Cibeles, zona de guerra
La celebración, en un principio tranquila, volvió a convertirse en escenario de desmanes
Niños pequeños desencajados a los que ni el chupete calmaba sus lloros, oleadas de gente huyendo, paseo del Prado abajo, Castellana arriba, de las cargas policiales, potentes petardos estallando en las papeleras, hogueras en medio de la calle, contenedores de basura por el suelo, botellas volando sobre las cabezas de la policía, marquesinas rotas por las piedras... Los alrededores de la Cibeles eran anoche zona de guerra.Los tranquilos, y escasos, ciudadanos -muchos de ellos extranjeros- que a última hora de la noche disfrutaban de sus cervezas ajenos al fútbol en las terrazas de los alrededores de Cibeles, debieron dudar si el Madrid había ganado en París o, por contra, perdido. Lo mismo que pasó hace dos años, tras la séptima, se volvió a repetir ayer, con la octava. Por encima de la fiesta, de la celebración, de la alegría, Cibeles es ya para muchos el escenario ideal para sus desmanes. Puestos a armar ruido, que sea montando camorra, deben pensar.
El caso es que el común de los miles de presentes, se tomaba los disturbios como si fueran una fiesta patronal. Algo así como los Sanfermines, según se vio anoche, pero a la madrileña, con camisetas blancas, como en los de verdad, bufandas y banderas españolas y del Madrid.
No habían pasado ni dos horas desde el triunfo del Madrid en París y en Cibeles y sus aledaños ya nadie se acordaba ni de la octava ni del golazo de Raúl ni de nada de nada. "Por culpa de la policía", según se oía. El caso es que no pasaron de dos o tres las veces que se escucharon los típicos "¡Campeones, campeones!" o "¡Madrid, Madrid!". Y eso al poco de terminar el partido. Después se pasó al "polaco el que no bote", el "Núñéz, enano, habla castellano" y, poco más tarde, a la guerrilla urbana. Con sus más bajos instintos futboleros satisfechos, los alborotadores se dedicaron a alimentar sus ganas de bronca.

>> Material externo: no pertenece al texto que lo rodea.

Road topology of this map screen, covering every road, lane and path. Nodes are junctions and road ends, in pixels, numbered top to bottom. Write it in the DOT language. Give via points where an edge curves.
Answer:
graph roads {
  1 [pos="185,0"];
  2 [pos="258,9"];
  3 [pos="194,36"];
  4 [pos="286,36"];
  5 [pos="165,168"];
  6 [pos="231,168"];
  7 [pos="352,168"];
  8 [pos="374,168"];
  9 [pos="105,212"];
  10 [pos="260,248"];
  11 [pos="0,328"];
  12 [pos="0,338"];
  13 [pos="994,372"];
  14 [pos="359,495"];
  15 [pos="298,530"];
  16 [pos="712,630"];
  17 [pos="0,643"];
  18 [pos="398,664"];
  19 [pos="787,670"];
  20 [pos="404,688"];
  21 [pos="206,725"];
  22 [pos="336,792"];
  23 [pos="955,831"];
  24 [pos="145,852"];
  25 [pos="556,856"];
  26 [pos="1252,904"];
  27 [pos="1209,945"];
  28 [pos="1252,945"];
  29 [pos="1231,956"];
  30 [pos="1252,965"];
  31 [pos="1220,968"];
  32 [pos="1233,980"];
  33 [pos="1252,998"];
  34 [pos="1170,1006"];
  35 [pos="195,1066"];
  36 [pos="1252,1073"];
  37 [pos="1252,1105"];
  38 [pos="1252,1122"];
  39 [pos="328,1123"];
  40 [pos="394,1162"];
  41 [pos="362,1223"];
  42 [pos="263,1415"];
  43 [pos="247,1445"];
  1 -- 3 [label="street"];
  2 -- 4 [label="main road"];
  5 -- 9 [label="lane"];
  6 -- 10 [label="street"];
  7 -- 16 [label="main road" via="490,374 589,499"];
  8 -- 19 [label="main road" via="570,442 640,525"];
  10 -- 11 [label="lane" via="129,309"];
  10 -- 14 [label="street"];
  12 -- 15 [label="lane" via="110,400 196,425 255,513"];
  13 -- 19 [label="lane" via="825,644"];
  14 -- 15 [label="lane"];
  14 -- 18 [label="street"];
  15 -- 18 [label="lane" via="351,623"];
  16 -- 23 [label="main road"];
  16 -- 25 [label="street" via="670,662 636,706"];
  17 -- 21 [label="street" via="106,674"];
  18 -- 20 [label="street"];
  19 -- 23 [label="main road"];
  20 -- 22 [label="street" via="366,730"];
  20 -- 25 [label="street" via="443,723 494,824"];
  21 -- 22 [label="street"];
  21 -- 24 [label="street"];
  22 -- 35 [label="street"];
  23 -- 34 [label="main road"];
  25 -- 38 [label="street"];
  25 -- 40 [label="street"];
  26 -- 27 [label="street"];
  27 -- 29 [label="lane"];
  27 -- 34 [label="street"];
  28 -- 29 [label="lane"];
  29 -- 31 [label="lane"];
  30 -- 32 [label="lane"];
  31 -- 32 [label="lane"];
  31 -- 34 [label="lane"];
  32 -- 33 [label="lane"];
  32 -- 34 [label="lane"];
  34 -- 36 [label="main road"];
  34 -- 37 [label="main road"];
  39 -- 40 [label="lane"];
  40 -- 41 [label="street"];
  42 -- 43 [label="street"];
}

Nada que ver con lo que pasó horas antes en el Pabellón del Real Madrid, cuando los blancos todavía no habían ganado la Copa de Europa. 3.500 madridistas recurrieron a la pantalla gigante que el club instaló en el Raimundo Saporta para seguir la final de París. Allí también olía a humo, pero no era el de las papeleras ardiendo del paseo del Prado ni el de los rifles antidisturbios de la policía. Era humo de porro. Olía a humo y olía a sudor, y al vino de las botas repartidas por las gradas, y a perrito caliente y a todas esas pipas que inundaban el suelo. Seguro que en Saint Denis olía a lo mismo, porque los que, sin una entrada para la final, vieron en el Saporta ganar a su equipo vivieron el partido con los mismos nervios, la misma emoción y la misma intensidad que los que sí estuvieron en París.
Allí no habo broncas, ni tanganas, ni peleas; allí brilló el blanco de las banderas, de las bufandas, de las camisetas de Raúl, de Redondo, de Anelka, de Morientes... De todos esos jugadores del Madrid que anoche jugaron el partido desde el Pabellón. Unos vestían traje y corbata, otros pantalones vaqueros o llevaban el pelo pintado, usaban muletas, tenían sólo cinco años o eran rubias. Todos esos jugadores que, al acabar el partido, formaron una conga sobre el parqué del Pabellón para aplaudir a su equipo y celebrar la octava. Luego, en Cibeles, fue otra cosa.